Conseco's principal executive office is located at 11825 N. Pennsylvania
Street, Carmel, Indiana 46032.
Item 2. Identity and Background
No amendment.
Item 3. Source and Amount of Funds or Other Consideration
The acquisition which is the subject of this Schedule 13D is the beneficial
ownership of 45,825 shares of Common Stock that Mr. Hilbert acquired on
June 30, 1998 in connection with Conseco's acquisition of Green Tree
Financial Corporation ("Green Tree"). Prior to that date, Mr. Hilbert had
owned 50,000 shares of Green Tree Common Stock, which shares converted into
45,825 shares of Common Stock pursuant to the terms of the Agreement and
Plan of Merger between Conseco and Green Tree.
As a result of the issuance of additional shares of Common Stock by Conseco
in the Green Tree transaction, Mr. Hilbert's ownership percentage of Common
Stock has been reduced below 5% and he will no longer be subject to the
Schedule 13D filing requirements until his ownership exceeds 5%, if ever.

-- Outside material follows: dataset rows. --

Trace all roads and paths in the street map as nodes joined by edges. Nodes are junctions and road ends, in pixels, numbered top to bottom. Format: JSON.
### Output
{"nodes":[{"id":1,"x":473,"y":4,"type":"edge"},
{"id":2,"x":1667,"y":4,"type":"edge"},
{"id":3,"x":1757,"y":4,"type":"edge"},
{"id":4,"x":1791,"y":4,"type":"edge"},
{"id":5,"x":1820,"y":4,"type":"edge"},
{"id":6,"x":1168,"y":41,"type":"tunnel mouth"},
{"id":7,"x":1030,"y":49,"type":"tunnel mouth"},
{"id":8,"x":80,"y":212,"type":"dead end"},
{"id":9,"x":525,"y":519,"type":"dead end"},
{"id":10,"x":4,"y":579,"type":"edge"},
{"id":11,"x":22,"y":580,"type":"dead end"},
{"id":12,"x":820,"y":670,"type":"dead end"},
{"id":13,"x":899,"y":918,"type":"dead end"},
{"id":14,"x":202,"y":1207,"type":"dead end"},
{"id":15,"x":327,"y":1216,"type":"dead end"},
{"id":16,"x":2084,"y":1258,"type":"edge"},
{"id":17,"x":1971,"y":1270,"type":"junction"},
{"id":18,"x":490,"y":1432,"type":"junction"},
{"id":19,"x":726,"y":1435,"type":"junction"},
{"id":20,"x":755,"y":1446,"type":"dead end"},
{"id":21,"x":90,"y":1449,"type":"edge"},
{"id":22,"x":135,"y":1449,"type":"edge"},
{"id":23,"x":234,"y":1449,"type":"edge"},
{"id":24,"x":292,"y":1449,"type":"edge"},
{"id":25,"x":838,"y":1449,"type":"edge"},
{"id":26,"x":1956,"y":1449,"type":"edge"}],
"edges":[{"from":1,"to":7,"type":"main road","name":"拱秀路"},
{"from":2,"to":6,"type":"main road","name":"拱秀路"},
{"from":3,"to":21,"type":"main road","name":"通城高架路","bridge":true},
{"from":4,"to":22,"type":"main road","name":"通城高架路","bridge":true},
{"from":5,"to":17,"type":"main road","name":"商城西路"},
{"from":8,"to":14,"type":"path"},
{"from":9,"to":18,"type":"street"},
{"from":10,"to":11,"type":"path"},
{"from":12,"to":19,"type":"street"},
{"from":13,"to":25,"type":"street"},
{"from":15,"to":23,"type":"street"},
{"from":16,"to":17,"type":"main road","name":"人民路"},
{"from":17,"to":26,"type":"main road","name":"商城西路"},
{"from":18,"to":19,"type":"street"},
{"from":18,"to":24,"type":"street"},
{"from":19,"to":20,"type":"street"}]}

Mr. Hilbert also made a gift of 10 shares of Common Stock on May 7, 1998.
Such change in the number of shares of Common Stock beneficially owned by
Mr. Hilbert and the increase in the number of outstanding shares of Common
Stock results in Mr. Hilbert's ownership equalling 3.3% of the shares of
Common Stock deemed to be outstanding under Rule 13d-3(d) of the Securities
and Exchange Commission. In all other respects, the response to this Item 3
remains unchanged.
Item 4. Purpose of Transaction
No change.
Item 5. Interest in Securities of the Issuer
Set forth below is information concerning the shares of Common Stock
beneficially owned by Mr. Hilbert on the date hereof.
(a) 10,366,034 shares, which number includes (i) 2,845,540 shares of Common
Stock which may be acquired by Mr. Hilbert within 60 days upon exercise of
stock options, (ii) 2,570,000 shares of Common Stock which are owned by
trusts of which Mr. Hilbert is the sole trustee (the "Trusts"), (iii)
655,000 shares of Common Stock which are owned by The Hilbert Foundation
(the "Foundation") of which Mr. Hilbert and his wife are trustees, (iv)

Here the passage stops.